*** Block opens ***
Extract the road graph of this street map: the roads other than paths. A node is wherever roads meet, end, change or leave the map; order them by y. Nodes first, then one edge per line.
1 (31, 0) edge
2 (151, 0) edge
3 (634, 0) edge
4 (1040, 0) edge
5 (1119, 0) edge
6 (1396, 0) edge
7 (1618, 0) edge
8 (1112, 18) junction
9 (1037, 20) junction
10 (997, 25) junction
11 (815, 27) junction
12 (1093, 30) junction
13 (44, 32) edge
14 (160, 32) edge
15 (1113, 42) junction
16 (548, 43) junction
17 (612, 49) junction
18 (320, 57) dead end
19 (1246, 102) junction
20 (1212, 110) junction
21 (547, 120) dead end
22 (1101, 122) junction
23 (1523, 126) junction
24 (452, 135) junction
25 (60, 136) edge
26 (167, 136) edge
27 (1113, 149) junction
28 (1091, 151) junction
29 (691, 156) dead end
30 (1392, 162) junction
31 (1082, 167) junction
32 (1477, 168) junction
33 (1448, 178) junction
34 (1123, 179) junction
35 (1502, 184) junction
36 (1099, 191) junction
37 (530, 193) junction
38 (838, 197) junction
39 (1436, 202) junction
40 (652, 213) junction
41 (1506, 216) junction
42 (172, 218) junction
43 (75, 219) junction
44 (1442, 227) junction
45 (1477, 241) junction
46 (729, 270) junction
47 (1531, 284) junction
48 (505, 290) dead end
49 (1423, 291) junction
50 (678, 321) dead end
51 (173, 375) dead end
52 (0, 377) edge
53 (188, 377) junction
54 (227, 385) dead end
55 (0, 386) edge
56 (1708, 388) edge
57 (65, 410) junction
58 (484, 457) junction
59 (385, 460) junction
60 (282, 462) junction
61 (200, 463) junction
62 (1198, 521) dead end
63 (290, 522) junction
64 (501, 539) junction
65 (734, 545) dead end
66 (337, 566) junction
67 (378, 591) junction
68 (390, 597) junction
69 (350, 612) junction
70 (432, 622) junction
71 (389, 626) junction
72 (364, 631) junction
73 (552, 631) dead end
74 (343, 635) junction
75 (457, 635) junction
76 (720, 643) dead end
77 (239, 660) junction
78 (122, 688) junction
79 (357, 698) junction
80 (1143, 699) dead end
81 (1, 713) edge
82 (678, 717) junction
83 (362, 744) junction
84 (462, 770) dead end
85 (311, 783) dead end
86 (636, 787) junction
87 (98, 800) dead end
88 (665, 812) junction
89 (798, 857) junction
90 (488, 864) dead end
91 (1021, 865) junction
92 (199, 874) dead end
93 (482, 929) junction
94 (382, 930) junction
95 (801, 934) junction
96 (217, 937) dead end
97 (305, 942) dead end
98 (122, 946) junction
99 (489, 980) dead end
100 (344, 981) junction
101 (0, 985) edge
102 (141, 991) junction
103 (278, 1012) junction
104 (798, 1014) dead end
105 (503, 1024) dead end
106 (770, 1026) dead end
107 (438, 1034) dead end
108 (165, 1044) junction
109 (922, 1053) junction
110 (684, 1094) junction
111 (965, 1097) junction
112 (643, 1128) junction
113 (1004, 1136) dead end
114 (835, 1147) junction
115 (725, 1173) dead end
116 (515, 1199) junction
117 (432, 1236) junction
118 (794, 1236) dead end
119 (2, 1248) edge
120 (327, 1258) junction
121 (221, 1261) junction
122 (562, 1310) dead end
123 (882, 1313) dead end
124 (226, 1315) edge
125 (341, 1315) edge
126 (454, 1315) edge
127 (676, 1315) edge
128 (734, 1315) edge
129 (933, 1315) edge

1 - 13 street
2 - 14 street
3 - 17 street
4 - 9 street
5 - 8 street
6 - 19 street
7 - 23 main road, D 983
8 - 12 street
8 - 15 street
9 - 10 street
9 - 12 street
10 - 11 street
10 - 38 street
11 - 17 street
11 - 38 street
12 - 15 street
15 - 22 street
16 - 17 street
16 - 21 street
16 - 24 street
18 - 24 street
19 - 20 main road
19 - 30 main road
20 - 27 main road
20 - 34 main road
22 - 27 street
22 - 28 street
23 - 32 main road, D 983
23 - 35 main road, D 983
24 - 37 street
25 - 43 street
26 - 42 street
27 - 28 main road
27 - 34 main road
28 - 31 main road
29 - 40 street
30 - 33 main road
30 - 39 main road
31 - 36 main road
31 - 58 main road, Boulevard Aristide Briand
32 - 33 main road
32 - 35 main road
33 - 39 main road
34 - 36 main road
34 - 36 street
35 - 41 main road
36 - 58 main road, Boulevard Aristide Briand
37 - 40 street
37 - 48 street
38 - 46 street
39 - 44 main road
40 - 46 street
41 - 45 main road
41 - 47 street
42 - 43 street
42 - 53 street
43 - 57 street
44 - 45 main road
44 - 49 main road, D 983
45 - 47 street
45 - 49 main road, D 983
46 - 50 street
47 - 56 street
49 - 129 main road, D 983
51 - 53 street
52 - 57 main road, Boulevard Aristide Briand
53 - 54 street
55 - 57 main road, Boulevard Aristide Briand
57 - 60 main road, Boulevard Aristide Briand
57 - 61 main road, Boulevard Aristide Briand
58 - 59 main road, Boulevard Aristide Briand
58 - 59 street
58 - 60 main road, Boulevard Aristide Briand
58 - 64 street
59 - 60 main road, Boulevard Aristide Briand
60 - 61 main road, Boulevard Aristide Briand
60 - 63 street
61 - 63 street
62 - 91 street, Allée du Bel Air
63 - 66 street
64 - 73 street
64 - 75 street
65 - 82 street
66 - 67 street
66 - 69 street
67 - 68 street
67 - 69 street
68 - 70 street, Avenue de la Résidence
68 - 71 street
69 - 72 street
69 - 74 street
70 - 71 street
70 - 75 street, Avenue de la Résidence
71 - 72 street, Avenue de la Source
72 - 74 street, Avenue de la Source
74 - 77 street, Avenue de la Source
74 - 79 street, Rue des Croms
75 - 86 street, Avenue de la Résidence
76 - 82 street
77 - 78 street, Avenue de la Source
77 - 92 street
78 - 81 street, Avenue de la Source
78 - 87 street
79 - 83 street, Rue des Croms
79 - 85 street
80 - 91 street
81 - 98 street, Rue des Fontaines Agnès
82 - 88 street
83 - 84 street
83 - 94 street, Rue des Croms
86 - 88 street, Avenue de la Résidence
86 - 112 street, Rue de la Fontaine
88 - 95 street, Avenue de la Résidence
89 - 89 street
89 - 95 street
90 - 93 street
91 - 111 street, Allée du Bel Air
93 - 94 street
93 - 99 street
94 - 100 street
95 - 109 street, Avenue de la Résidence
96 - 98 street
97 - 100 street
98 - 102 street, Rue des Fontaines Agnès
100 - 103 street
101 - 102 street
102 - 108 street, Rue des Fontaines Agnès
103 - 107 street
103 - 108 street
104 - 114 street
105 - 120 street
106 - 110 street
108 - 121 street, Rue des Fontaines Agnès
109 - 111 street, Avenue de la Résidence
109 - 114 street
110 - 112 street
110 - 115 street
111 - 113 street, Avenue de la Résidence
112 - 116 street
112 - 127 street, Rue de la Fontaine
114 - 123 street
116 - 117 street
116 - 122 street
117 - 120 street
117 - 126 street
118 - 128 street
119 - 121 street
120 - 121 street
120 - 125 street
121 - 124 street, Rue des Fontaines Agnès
*** Block closes ***
**Task directions**
Filter the entries and copy out every line with the word "Boulevard".

**Task result**
31 - 58 main road, Boulevard Aristide Briand
36 - 58 main road, Boulevard Aristide Briand
52 - 57 main road, Boulevard Aristide Briand
55 - 57 main road, Boulevard Aristide Briand
57 - 60 main road, Boulevard Aristide Briand
57 - 61 main road, Boulevard Aristide Briand
58 - 59 main road, Boulevard Aristide Briand
58 - 60 main road, Boulevard Aristide Briand
59 - 60 main road, Boulevard Aristide Briand
60 - 61 main road, Boulevard Aristide Briand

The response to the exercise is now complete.